Shot with a dread-inducing lack of saturation while not lacking the color and arbitrary light of the big city, Old Stone is beautiful in its visual melancholy. Realized with an overwhelmingly “film grainy” look, first-time feature director Johnny Ma utilizes a sense of urban mundanity not unlike how Scorsese did it with Taxi Driver – another movie with a solitary, ground-down cab driver as its lead.

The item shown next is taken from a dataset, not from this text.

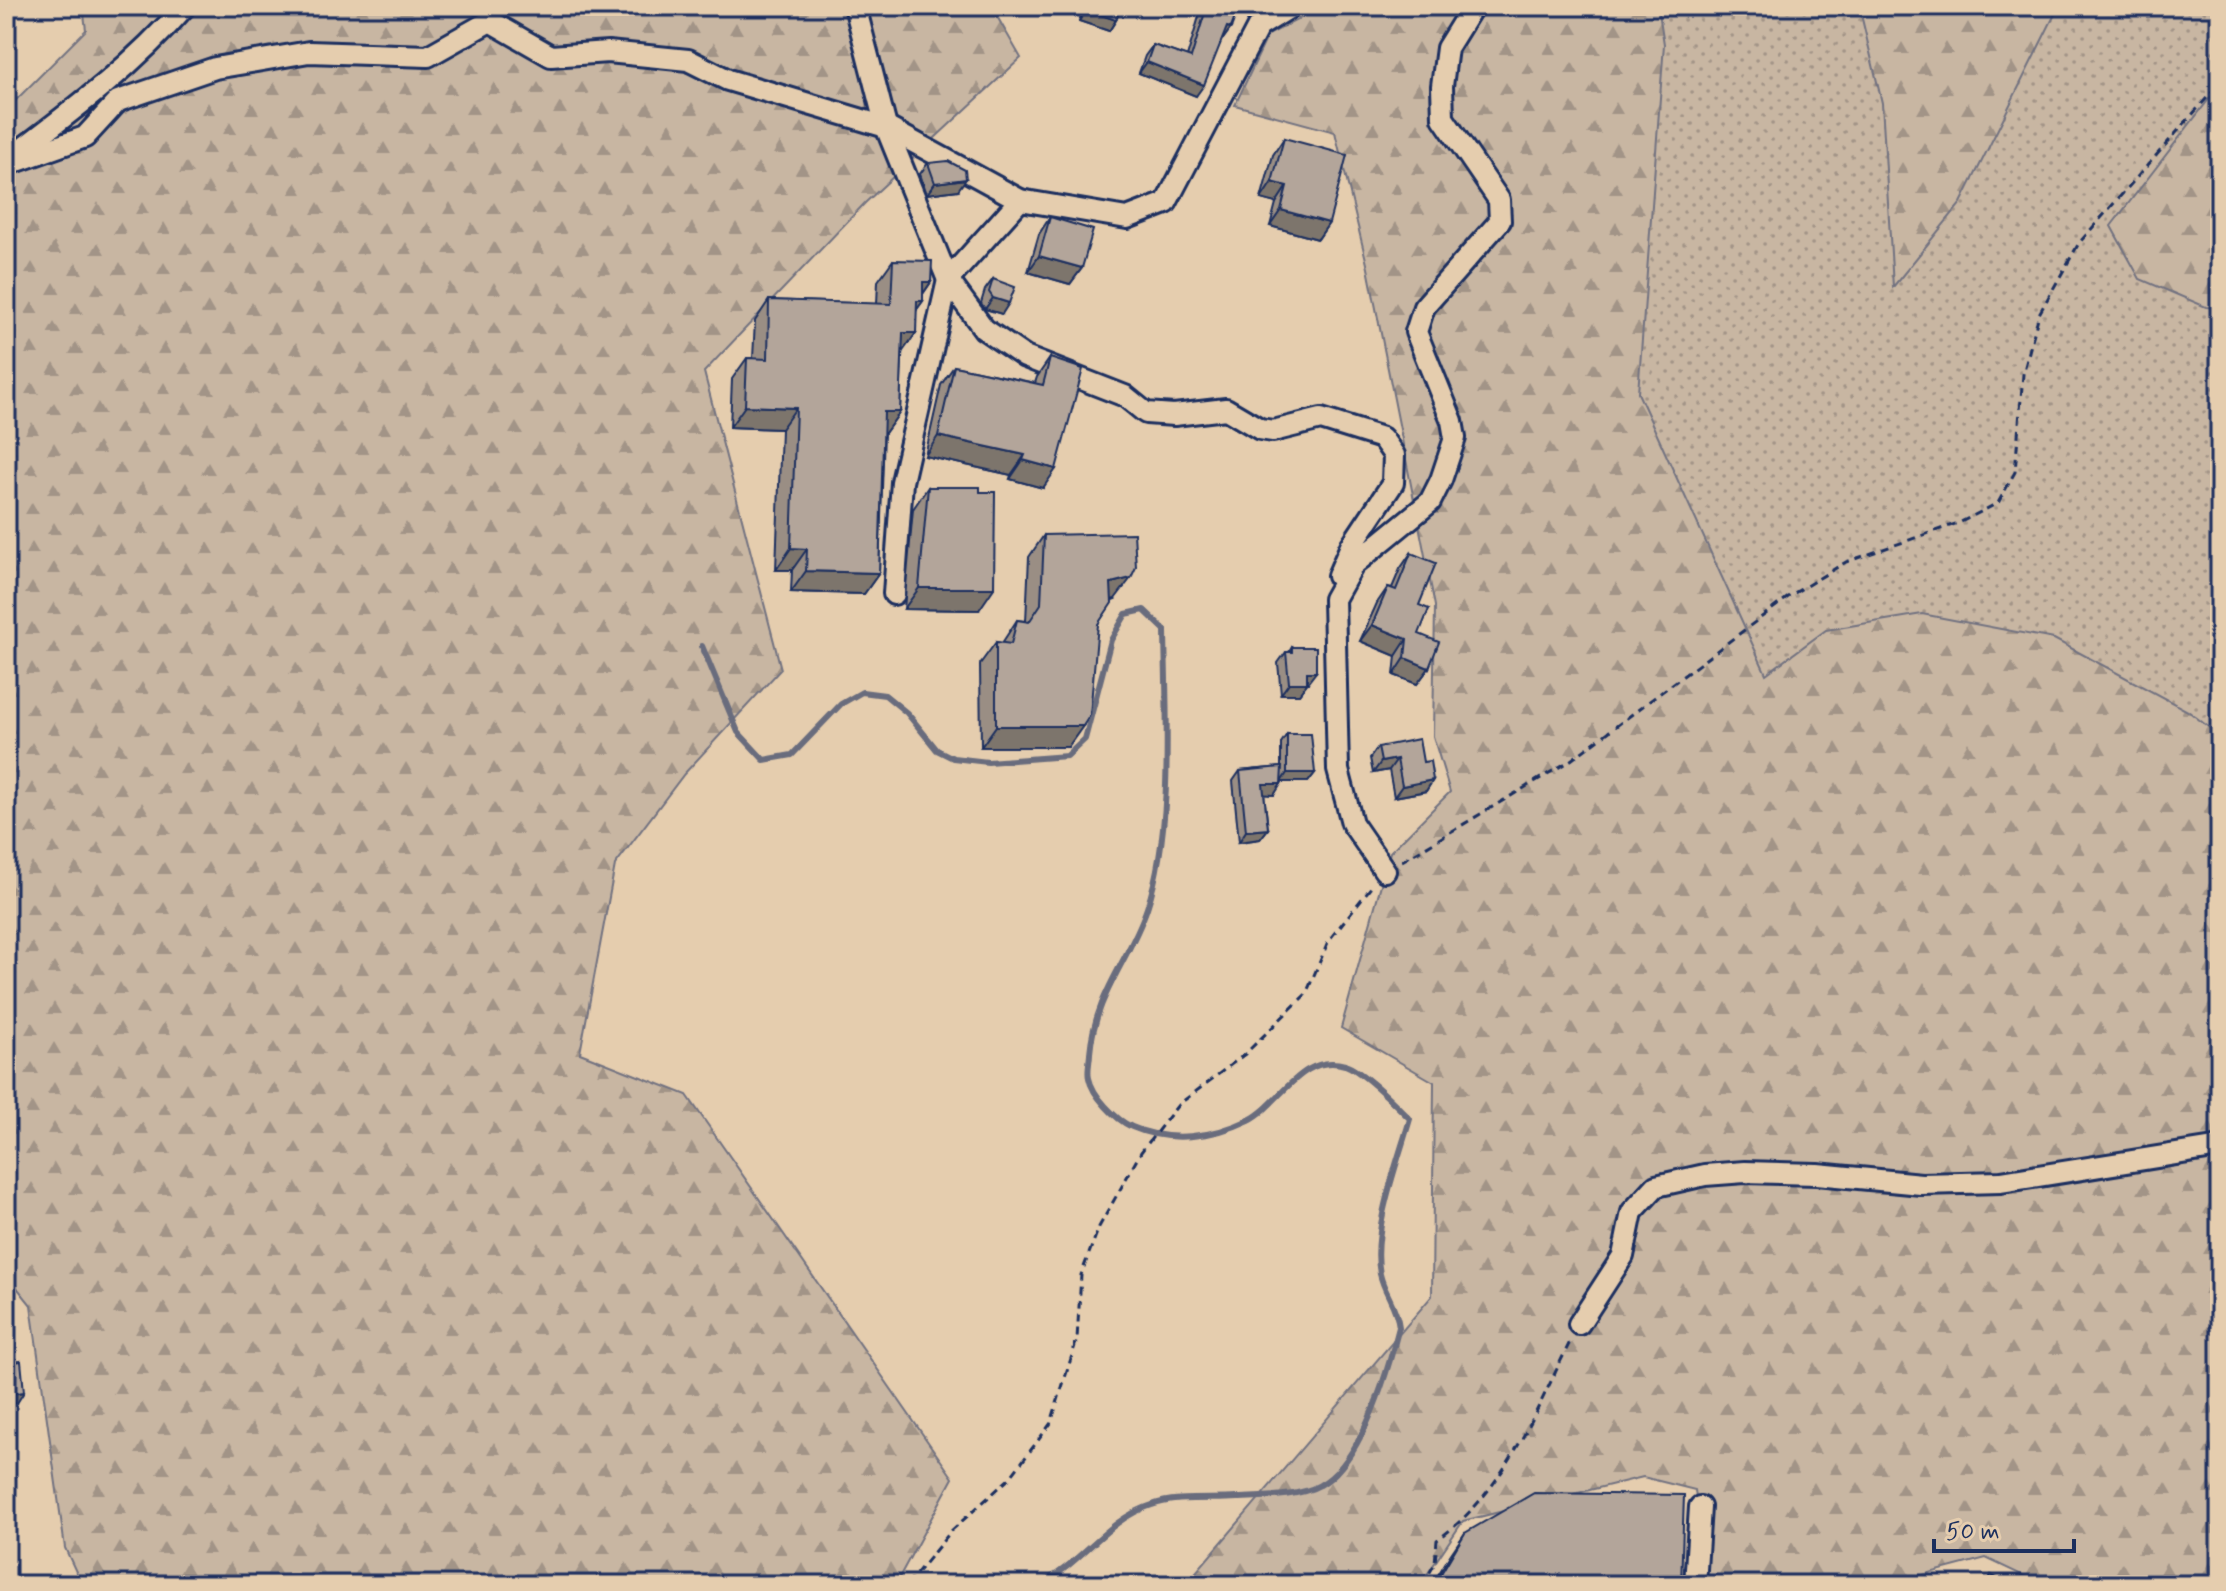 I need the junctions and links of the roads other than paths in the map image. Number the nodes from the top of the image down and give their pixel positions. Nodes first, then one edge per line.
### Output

Having already collected several awards on the festival circuit, Old Stone makes it clear why Johnny Ma is a filmmaker with some heat behind his name. His unique background as a Chinese-born Canadian immigrant, as well as his professional background in both finance and fashion, may very well be what informs the film’s reality of bureaucratic oppression and callousness. While not a happy film, Lao’s journey is never a chore to endure, as Gang Chen’s performance coupled with Ma’s focused humanity elevated it to something beyond harsh social commentary or the sadistic undoing of an individual.
Old Stone arrives on Blu-Ray in North America courtesy of Kino Lorber’s recent partnership with Zeitgeist Films. In Mandarin with English subtitles, the film, but also it’s meager extras, take Westerns fairly deep into a completely foreign yet fundamentally familiar culture. With image and sound quality suitable for a film as recent as this one, the disc also includes a handful of compelling deleted scenes (the type of material that demonstrates Ma’s intent focus, as most any filmmaker would opt to simply keep this material as part of their shorter-than-average film), two minutes of “behind the scenes footage”, which is literally just someone’s smartphone footage of Gang Chen mixing with a flash mob dance on the set, and one of Ma’s celebrated short films, “Grand Canal”.
The legacy of Johnny Ma’s debut feature may not yet be carved in, well, stone, but the film is certainly deserving of the close attention of cinephiles and those interested in China and the soul-eatineffects of contemporary bureaucracy.